Queerspawn – What’s That??

You’ve heard of the Nanny Diaries and the Bridget Jones Diaries, but welcome to the world of “”Queer Spawn Diaries'”Nava EtShalom and Chana Joffe Walt are two young Jewish women right out of college who co-produce a web and radio project by and for the grown children of lesbian, gay, bisexual, and transgendered (LGBT) parents.

Nava and Ghana grew up only a couple of blocks away from each other in Philadelphia and didn’t realize until their teens that they shared a similar family structure— they both have heterosexual rabbi fathers and lesbian mothers. Both of them grew up in Jewish communities that had strong commitments to social justice. Now, Ghana and Nava are working with other grown children of LGBT families from communities across the US to get their stories told.

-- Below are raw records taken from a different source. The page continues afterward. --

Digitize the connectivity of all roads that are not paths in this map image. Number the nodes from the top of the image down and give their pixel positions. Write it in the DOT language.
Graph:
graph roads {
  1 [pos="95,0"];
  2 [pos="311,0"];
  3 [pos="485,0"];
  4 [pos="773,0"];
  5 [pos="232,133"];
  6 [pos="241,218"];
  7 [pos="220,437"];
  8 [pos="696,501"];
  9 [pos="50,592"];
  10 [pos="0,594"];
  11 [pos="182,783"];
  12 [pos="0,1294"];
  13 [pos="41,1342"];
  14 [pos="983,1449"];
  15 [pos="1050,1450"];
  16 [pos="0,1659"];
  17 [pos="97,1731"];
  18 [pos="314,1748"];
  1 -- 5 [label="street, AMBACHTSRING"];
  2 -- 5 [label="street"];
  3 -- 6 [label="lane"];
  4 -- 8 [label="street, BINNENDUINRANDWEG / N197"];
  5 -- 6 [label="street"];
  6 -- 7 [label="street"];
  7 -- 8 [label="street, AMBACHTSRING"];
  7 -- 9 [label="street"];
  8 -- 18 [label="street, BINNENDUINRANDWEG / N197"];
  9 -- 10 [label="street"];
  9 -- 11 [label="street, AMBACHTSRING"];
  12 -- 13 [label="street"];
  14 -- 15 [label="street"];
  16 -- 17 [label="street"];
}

Nava says, “There has been such intense debate in the mainstream media about gay marriage and gay families, but we’re just not hearing from the people for whom queer family is home.” To that end, they’ve launched www.queerspawn.org, part of a growing independent radio and documentary movement using internet technology. Their Queerspawn Diaries project hosts a web-based archive of interviews in the hopes that these self-produced narratives will put a real face on the kids who have grown up in LGBT households and allow them to tell their own stories.

Chana adds, “We were sick of seeing so many materials about us produced by people who are not themselves kids of LGBT families, always asking the same questions like; ‘What’s it like at school? Are you gay too?’ Sexuality and school are not the only arenas in which being from a queer family affects our identity or experience. What about religion, friendships, activism, and work?”

With internet radio on the rise, young people across the country are going outside of mainstream media to find their voices and share their stories. Diaries reporters range in age, gender identity, and location—like David Reese, who grew up in the tiny one stoplight town of Mayville, New York, or Rebecca DeCola, raised in Manhattan.

“What does “conventional” parenting mean anyway?” Nava asks. “We’re excited to be raising as many questions as we answer, to present new ways of exploring what it means to be proud queer family as we tell stories about home.”